O que estava em jogo não era somente o esgotamento de um gênero e, por


conseguinte, de toda uma forma de atuação. O cinema de rotina
experimentava uma grande renovação de seus quadros, com atores mais
novos, através da ascensão de John Herbert, Milton Morais, Adolpho
Chadler, Agildo Ribeiro, Ary Fontoura, Renato Aragão, Daniel Filho, Dedé
Santana, Emiliano Queiroz, Jece Valadão, Reginaldo Faria, Cláudio
Cavalcanti, Betty Faria, Darlene Glória, Leila Diniz, Irene Stefânia, Adriana
Prieto e Stepan Nercessian – alguns deles tendo atuado nos últimos anos de
chanchada.

Na realidade, desde meados da década de 1950 já se esboçava a demanda


por esta renovação. Em 1955, Bill Halley And His Comets tornou o
rock’n’roll conhecido, literalmente, por todo o mundo através da
música Rock Around The Clock, graças à sua participação na trilha-sonora
do filme Sementes da Violência (The Blackboard Jungle, de Richard Brooks),
marcando o início da cultura teenager através da mídia. No ano seguinte,
chegava às telas No Balanço das Horas (Rock Around The Clock, de Fred F.
Sears), com o mesmo conjunto. O sucesso do ritmo estrangeiro sinaliza o
momento da criação de um similar nacional e, em 1957, Cauby Peixoto
registra o primeiro rock: Rock and Roll em Copacabana. O cinema também
esteve atento e entrou na nova onda com Alegria de viver (Dir.: Watson
Macedo, 1957), De vento em popa (Dir.: Carlos Manga, 1957) e Agüenta o
rojão (Dir.: Watson Macedo, 1958).

Na década de 1960, a segunda geração do rock no Brasil constitui o


primeiro movimento de afirmação jovem nacional, a Jovem Guarda. Em
1965, quando se iniciam os festivais de MPB organizados por redes de TV, a
Record de São Paulo “tapa buraco” de sua grade levando ao ar o programa
de auditório que dá nome ao movimento, promovendo os vários nomes
desta geração. Realizaram-se, então, filmes que apostavam na
popularidade de artistas musicais em evidência. Assim, os ídolos
adolescentes da Jovem Guarda foram transformados protagonistas de
filmes, como Essa gatinha é minha (Dir.: Jece Valadão, 1966, com Jerry
Adriani e Pery Ribeiro), Jerry – a grande parada e Em busca do ouro (ambos
de Dir.: Carlos Alberto de Souza Barros, 1967, com Jerry Adriani), Os
Incríveis neste mundo louco (Dir.: Paulino Brancato Jr., 1967, com Os
Incríveis), Juventude e ternura (Dir.: Aurélio Teixeira, 1968, com
Wanderléia) e Roberto Carlos em ritmo de aventura (Dir.: Roberto Farias,
1968, com Roberto Carlos), sendo o de propostas mais instigantes por lidar
consciente e ironicamente com os meandros da indústria cultural, além de
apresentar boas investidas de metalinguagem. Por fim, Na onda do iê-iê-
iê (Dir.: Aurélio Teixeira, 1966), Rio, verão e amor (Dir.: Watson Macedo,
1966) e Jovens pra frente (Dir.: Alcino Diniz, 1968) são filmes tributários da
Jovem Guarda, mas não contam com nenhum de seus astros.

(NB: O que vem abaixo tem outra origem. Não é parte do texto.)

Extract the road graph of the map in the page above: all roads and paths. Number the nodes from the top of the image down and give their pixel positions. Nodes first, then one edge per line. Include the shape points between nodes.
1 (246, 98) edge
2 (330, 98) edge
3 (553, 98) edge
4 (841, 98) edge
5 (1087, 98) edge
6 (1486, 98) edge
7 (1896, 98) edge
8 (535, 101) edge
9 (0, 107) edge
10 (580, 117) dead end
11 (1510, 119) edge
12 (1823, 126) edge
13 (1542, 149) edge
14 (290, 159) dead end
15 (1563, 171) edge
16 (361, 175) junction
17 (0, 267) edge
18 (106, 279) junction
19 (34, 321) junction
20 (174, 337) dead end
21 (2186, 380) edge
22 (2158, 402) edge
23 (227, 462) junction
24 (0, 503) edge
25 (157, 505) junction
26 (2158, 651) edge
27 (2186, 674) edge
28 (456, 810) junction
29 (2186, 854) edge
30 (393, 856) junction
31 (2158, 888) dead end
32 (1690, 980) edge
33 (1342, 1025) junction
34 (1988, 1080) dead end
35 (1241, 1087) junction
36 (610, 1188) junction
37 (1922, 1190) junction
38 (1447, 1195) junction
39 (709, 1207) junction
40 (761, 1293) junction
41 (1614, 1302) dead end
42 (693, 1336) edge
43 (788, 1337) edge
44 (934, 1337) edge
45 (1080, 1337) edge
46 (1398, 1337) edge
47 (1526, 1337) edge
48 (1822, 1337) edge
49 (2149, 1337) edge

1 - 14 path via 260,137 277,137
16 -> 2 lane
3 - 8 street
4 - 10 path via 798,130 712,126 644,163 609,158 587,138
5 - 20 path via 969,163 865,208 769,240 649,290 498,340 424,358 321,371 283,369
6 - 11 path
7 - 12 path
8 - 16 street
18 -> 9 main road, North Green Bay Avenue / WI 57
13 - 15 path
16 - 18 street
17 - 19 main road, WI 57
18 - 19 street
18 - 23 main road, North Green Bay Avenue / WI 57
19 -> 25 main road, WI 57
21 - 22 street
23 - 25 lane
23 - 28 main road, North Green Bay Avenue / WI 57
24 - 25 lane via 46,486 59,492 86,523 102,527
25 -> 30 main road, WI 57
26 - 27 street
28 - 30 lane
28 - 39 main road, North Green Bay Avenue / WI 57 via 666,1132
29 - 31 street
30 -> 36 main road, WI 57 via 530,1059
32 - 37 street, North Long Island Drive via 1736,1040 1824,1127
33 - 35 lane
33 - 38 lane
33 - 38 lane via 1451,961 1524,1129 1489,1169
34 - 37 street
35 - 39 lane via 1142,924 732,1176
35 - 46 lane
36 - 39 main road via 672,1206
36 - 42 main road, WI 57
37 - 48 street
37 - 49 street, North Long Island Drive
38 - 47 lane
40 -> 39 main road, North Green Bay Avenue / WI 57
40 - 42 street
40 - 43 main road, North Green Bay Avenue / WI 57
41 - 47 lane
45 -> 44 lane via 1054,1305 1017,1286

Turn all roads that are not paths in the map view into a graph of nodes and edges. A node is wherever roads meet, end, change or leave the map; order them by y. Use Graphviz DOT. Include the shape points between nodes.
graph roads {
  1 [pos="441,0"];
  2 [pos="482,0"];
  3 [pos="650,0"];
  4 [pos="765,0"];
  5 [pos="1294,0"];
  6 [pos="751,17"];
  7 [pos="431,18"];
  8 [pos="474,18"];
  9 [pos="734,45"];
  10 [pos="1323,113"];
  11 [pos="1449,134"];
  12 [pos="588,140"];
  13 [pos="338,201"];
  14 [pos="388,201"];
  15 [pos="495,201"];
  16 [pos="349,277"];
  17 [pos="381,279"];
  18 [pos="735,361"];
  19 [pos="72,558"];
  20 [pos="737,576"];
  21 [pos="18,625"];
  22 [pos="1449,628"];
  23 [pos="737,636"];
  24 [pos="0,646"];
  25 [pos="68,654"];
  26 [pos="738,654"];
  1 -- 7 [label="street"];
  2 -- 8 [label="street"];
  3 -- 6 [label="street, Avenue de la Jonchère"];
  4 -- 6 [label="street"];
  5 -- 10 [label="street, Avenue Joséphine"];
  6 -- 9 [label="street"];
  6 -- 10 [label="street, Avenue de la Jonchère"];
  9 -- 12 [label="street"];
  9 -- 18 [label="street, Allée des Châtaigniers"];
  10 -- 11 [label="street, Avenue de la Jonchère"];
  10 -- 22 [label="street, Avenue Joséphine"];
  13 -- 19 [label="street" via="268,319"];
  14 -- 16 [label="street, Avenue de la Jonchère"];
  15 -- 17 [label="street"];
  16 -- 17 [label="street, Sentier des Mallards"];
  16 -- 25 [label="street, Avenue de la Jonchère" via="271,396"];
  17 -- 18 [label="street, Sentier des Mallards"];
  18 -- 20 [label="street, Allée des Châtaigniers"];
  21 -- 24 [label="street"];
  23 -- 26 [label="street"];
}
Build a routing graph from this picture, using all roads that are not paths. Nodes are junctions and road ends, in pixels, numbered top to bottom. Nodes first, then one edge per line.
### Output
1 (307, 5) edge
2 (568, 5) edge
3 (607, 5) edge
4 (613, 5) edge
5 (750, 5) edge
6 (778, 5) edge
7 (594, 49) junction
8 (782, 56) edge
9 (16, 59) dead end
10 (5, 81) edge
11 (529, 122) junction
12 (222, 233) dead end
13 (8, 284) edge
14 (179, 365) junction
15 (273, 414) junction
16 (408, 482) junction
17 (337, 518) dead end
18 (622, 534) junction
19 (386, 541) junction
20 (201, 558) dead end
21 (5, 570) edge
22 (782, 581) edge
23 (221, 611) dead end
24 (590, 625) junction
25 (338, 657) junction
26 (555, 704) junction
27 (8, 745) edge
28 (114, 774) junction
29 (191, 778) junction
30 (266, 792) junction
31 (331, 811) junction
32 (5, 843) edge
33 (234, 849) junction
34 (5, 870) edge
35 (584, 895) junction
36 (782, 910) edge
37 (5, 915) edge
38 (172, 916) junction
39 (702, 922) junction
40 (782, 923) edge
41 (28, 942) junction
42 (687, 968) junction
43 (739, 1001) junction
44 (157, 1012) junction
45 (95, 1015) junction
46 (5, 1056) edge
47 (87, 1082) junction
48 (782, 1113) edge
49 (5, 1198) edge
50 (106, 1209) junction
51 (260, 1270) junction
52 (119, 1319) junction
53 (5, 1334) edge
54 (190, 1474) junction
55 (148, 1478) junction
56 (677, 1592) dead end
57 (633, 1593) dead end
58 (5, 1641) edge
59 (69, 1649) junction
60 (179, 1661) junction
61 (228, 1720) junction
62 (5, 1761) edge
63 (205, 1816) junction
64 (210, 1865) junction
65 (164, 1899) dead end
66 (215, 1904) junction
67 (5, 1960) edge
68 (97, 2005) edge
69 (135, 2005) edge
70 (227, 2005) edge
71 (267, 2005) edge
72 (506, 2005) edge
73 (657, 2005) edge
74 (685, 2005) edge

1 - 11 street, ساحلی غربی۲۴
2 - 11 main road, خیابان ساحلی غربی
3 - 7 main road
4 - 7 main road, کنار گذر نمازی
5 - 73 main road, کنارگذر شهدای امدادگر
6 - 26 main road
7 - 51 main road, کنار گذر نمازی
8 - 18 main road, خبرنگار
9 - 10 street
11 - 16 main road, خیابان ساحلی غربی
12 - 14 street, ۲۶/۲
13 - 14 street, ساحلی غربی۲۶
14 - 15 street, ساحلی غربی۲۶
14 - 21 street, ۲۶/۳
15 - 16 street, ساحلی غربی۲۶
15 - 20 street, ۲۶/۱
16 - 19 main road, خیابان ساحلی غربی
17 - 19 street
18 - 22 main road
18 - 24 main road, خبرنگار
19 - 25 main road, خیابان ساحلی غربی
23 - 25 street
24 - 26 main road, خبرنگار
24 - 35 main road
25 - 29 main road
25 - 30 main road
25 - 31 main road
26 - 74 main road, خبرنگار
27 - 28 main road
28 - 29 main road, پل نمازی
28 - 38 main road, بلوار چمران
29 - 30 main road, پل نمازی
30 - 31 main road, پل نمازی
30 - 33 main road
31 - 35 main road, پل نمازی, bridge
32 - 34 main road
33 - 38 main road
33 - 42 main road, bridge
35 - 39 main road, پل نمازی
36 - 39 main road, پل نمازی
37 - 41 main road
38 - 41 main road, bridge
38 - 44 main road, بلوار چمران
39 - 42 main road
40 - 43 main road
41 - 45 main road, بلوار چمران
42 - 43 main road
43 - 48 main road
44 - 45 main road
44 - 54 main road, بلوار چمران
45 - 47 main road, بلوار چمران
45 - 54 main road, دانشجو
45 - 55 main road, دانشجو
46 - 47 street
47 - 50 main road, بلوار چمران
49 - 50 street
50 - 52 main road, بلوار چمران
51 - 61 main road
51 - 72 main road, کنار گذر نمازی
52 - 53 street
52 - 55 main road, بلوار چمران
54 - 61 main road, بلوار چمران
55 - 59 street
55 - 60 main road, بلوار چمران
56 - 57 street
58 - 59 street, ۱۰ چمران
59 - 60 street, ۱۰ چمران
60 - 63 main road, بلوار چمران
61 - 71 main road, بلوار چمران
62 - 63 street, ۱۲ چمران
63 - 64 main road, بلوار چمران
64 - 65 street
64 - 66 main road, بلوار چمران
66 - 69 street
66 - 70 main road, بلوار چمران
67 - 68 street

Não por acaso, Watson Macedo (cuja estréia na direção se dá em 45),


Carlos Alberto de Souza Barros (56) e Roberto Farias (57) dirigiram a maior
parte dos filmes. Eram egressos do sistema das chanchadas – Aurélio
Teixeira e Jece Valadão foram atores – onde adquiriram o know-how em
associar cinema ao ritmo musical do momento.

Os filmes do gênero continuaram nos anos seguintes sem tanto entusiasmo,


tendo como produções mais estimulantes em termos de linguagem e com
maior reconhecimento de público os que completam a trilogia de Roberto
Carlos em parceria com Roberto Farias: Roberto Carlos e o diamante cor de
rosa (1970) e Roberto Carlos a 300 Km/h (1972).

A fórmula da Jovem Guarda se mostraria cada vez mais escassa,


culminando seu fim em 1973 com É isso aí, bicho! (ou Geração bendita), de
Carlos Bini, abrindo espaço para a cultura hippie no cinema.